What I have implemented now is a system where we send the principal (main thread only) from the track source to the MediaStreamGraph, which then notifies the MediaStreamTrack when a new principal has been applied. In summary this allows us to do the following:

  • When the source of a MediaStreamTrack changes its principal, for instance a 2d canvas that we drew a cross-origin image to or a media element backed by a MediaSource played a chunk from another origin, we’d first combine the new principal with the old (could be an upgrade or a downgrade), and only when we have confirmation from the MediaStreamGraph that the new principal has been rendered, would we apply the new principal completely.
  • On adding a track to a stream, we immediately combine the new track’s principal into the stream’s. We also keep around a second principal for the stream, which is solely for its video tracks – this for APIs that only want to access video content of the stream, for instance when you draw a media element playing a stream onto a canvas.
  • On removing a track from a stream, we keep returning the old principal (we keep the removed track’s principal in a set of tracks pending removal) until the MediaStreamGraph has confirmed that we have now rendered another principal.

Fixing tricky intermittent bugs – and some perf issues

All patches that cause major refactoring or changes in timing internally in the process tend to cause intermittent failures in automation.

After all the things above had been implemented we noticed how some automated tests started timing out, especially on platforms that were running on virtual machines.
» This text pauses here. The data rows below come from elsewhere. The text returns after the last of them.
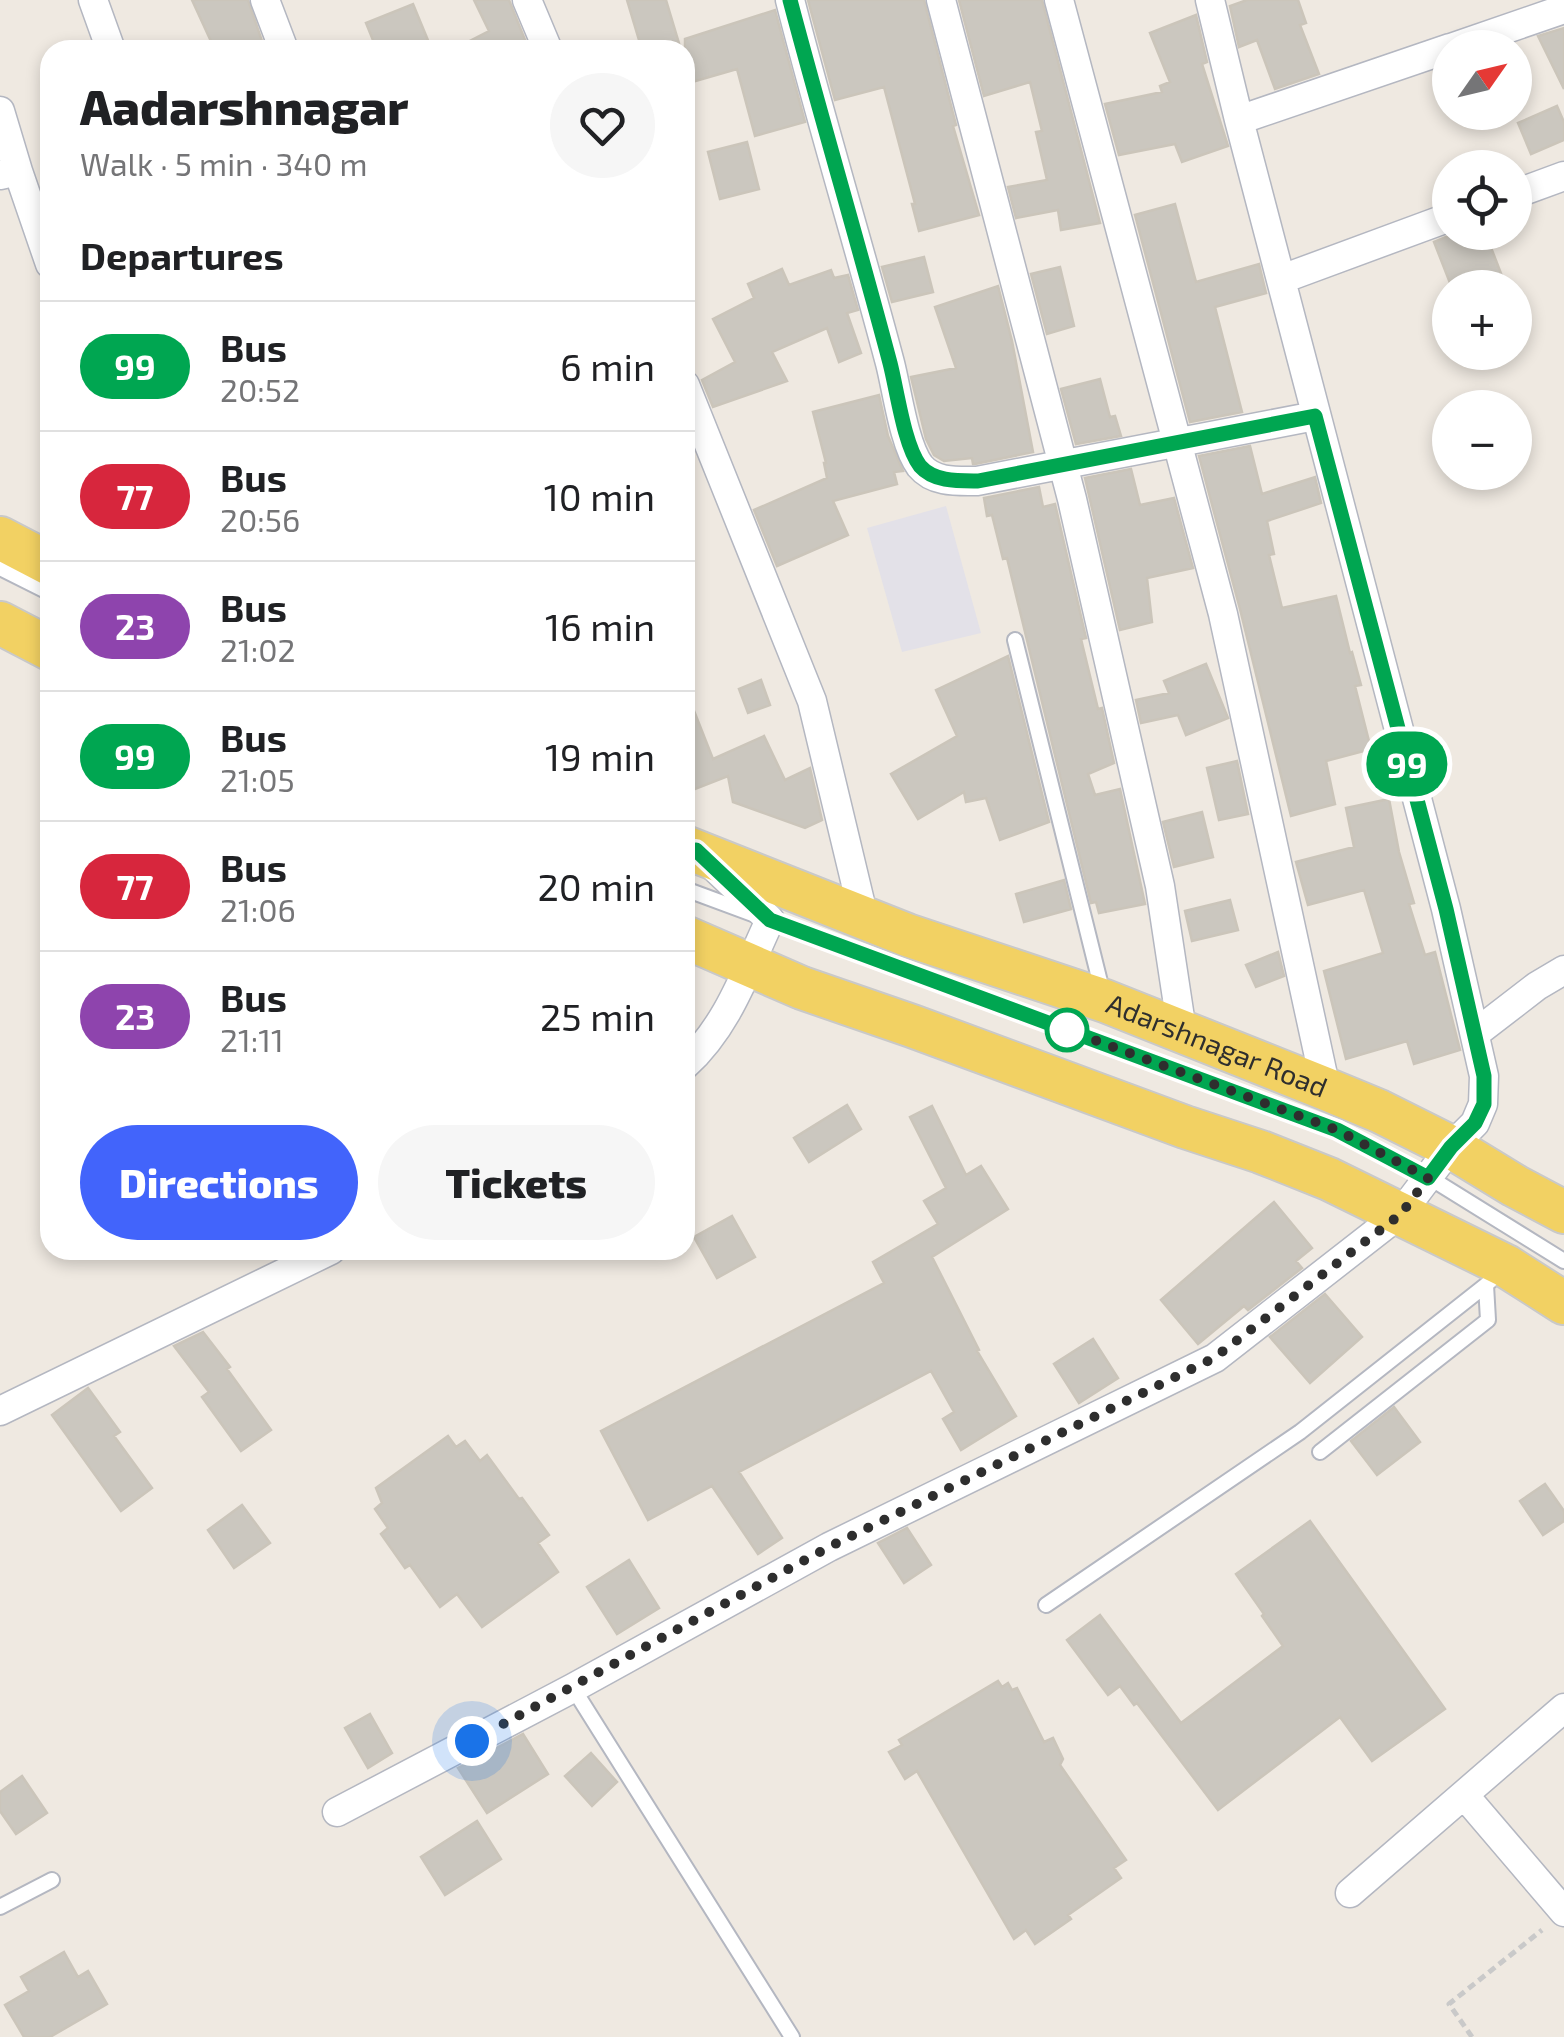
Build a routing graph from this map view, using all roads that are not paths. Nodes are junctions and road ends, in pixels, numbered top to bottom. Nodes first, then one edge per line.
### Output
1 (93, 0) edge
2 (266, 0) edge
3 (527, 0) edge
4 (790, 0) edge
5 (941, 0) edge
6 (1060, 0) edge
7 (1210, 0) edge
8 (1564, 9) edge
9 (1503, 30) edge
10 (107, 40) edge
11 (280, 40) edge
12 (544, 40) edge
13 (1432, 54) edge
14 (0, 111) edge
15 (1238, 120) junction
16 (9, 173) edge
17 (1564, 176) edge
18 (1532, 188) edge
19 (1432, 225) edge
20 (40, 242) edge
21 (1282, 279) junction
22 (695, 411) edge
23 (1315, 416) junction
24 (1177, 441) junction
25 (1063, 464) junction
26 (0, 623) edge
27 (1015, 640) dead end
28 (40, 644) edge
29 (695, 864) edge
30 (695, 866) edge
31 (695, 866) edge
32 (864, 918) junction
33 (770, 920) junction
34 (695, 941) edge
35 (750, 964) junction
36 (1564, 970) edge
37 (1105, 1001) junction
38 (1182, 1032) junction
39 (1476, 1033) junction
40 (695, 1056) edge
41 (1326, 1088) junction
42 (1439, 1162) junction
43 (1564, 1212) edge
44 (1401, 1214) junction
45 (311, 1260) edge
46 (1564, 1261) edge
47 (1496, 1276) junction
48 (1564, 1303) edge
49 (0, 1412) edge
50 (1320, 1452) dead end
51 (1046, 1605) dead end
52 (573, 1688) junction
53 (1564, 1708) edge
54 (1465, 1796) junction
55 (337, 1812) dead end
56 (52, 1880) dead end
57 (1350, 1893) dead end
58 (0, 1906) edge
59 (1557, 1918) edge
60 (792, 2037) edge

1 - 10 street
2 - 11 street
3 - 12 street
4 - 25 street
5 - 25 street
6 - 24 street
7 - 15 street
8 - 9 street
13 - 15 street
14 - 16 street
15 - 21 street
16 - 20 street
17 - 18 street
19 - 21 street
21 - 23 street
22 - 32 street
23 - 24 street
23 - 39 street
24 - 25 street
24 - 41 street
25 - 38 street
26 - 28 main road
27 - 37 lane
29 - 32 main road, Adarshnagar Road
30 - 33 street
31 - 33 lane
32 - 37 main road, Adarshnagar Road
33 - 35 street
33 - 42 lane
34 - 35 main road
35 - 40 street
35 - 44 main road
36 - 39 street
37 - 38 main road, Adarshnagar Road
38 - 41 main road, Adarshnagar Road
39 - 42 street
41 - 42 main road, Adarshnagar Road
42 - 43 main road, Adarshnagar Road
42 - 44 street
42 - 46 lane
44 - 47 main road
44 - 52 street
45 - 49 street
47 - 48 main road
47 - 50 lane
47 - 51 lane
52 - 55 street
52 - 60 lane
53 - 54 street
54 - 57 street
54 - 59 street
56 - 58 lane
This wouldn’t be reproduced on a similar setup on a local virtual machine either, a characteristic many of these intermittents share. This particular performance issue turned out to happen when sending a disabled screensharing-frame over an RTCPeerConnection. The fact that it was disabled was interesting and eventually pointed to two things:

    Ftry

  • Frames going to be sent over an RTCPeerConnection did image format conversion if needed on the MediaStreamGraph thread (stalling the MSG in the worst case).
  • Disabled frames had a separate buffer allocated and written to each time they came through – also on the MediaStreamGraph thread.
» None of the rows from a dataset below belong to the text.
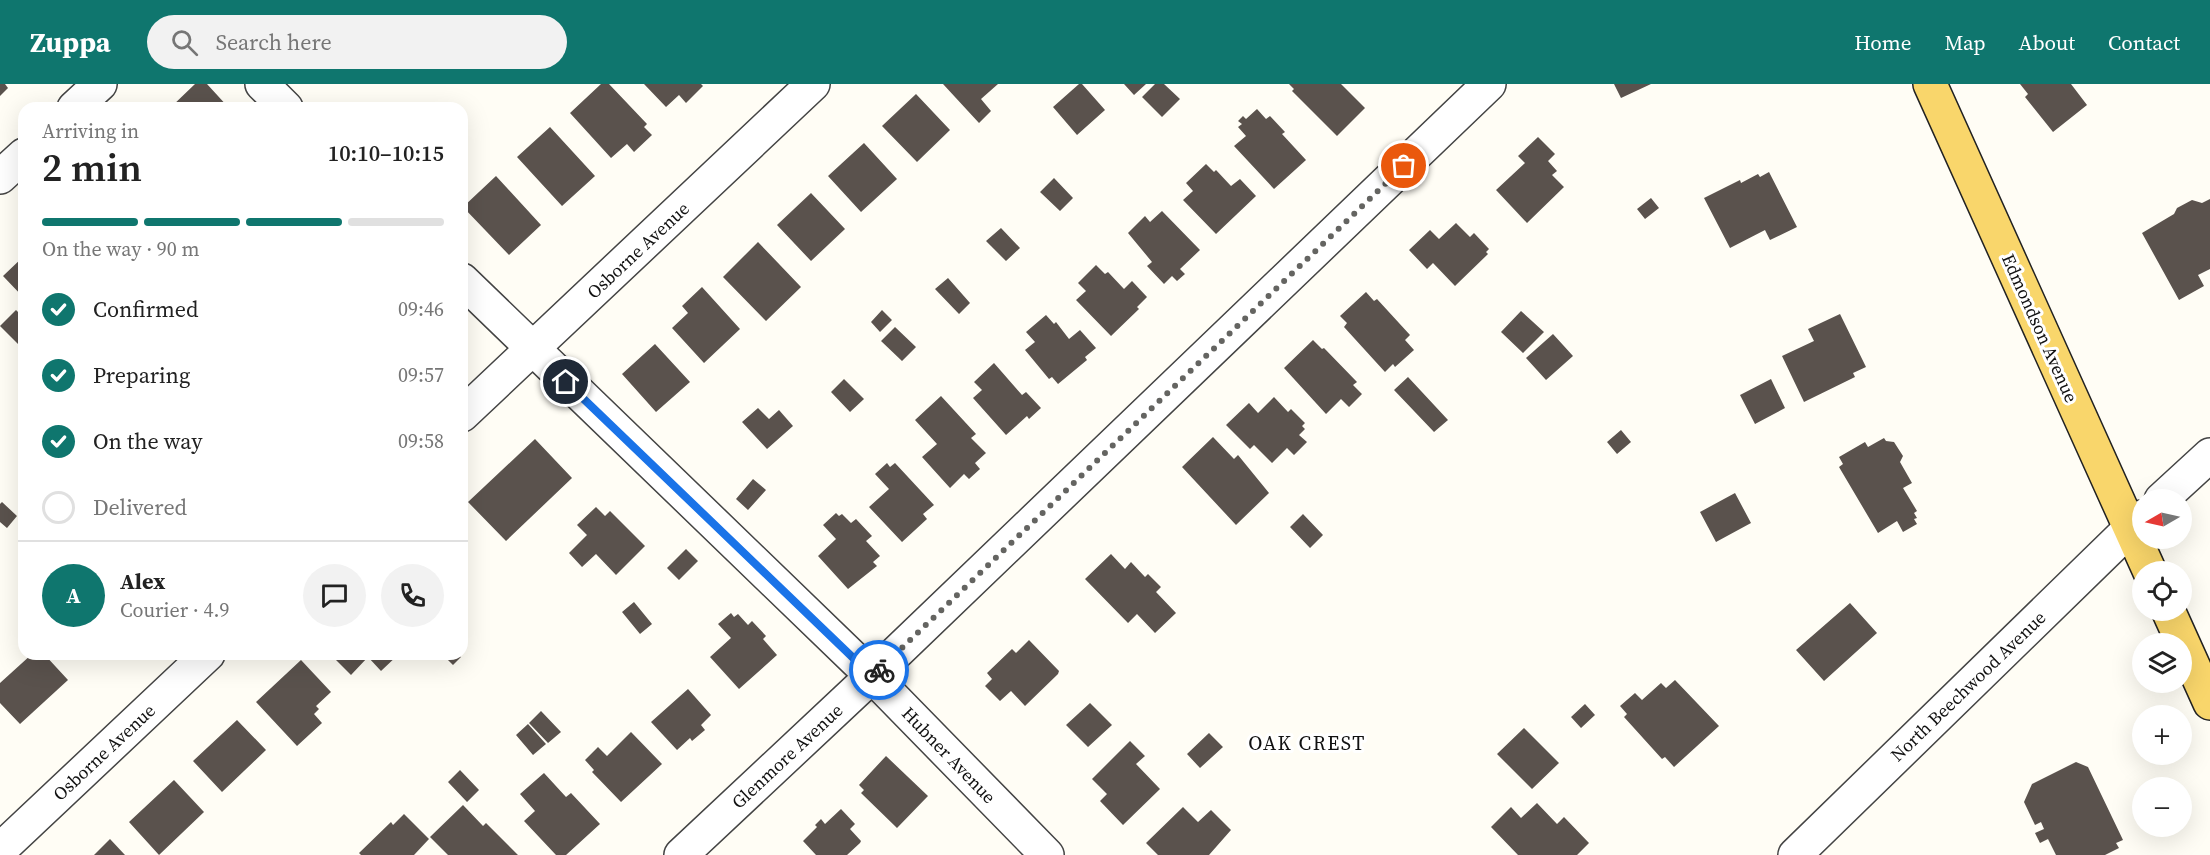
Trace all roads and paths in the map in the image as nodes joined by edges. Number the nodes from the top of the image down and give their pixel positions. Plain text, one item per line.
1 (100, 84) edge
2 (262, 84) edge
3 (813, 84) edge
4 (1490, 84) edge
5 (1930, 84) edge
6 (80, 102) edge
7 (280, 102) edge
8 (18, 160) edge
9 (0, 177) edge
10 (468, 286) edge
11 (532, 349) junction
12 (468, 409) edge
13 (2210, 455) edge
14 (2173, 489) edge
15 (2132, 513) edge
16 (2132, 526) edge
17 (2173, 621) edge
18 (202, 660) edge
19 (872, 676) junction
20 (2210, 703) edge
21 (0, 850) edge
22 (681, 855) edge
23 (1047, 855) edge
24 (1795, 855) edge

1 - 6 street
2 - 7 street
3 - 11 street, Osborne Avenue
4 - 19 street, Glenmore Avenue
5 - 15 main road, Edmondson Avenue
8 - 9 street
10 - 11 street, Hubner Avenue
11 - 12 street, Osborne Avenue
11 - 19 street, Hubner Avenue
13 - 14 street
16 - 24 street, North Beechwood Avenue
17 - 20 main road
18 - 21 street, Osborne Avenue
19 - 22 street, Glenmore Avenue
19 - 23 street, Hubner Avenue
It was actually the latter case above that caused problems on this virtual machine. The allocation (screensharing frames tend to be high resolution!) took longer than a MediaStreamGraph iteration had budgeted. This lead to a much longer queue of frames to process on the next iteration, and then longer, and then longer, until we ran out of memory.

This was fixed by doing multiple things:

With that done, the intermittents were gone. Jolly good!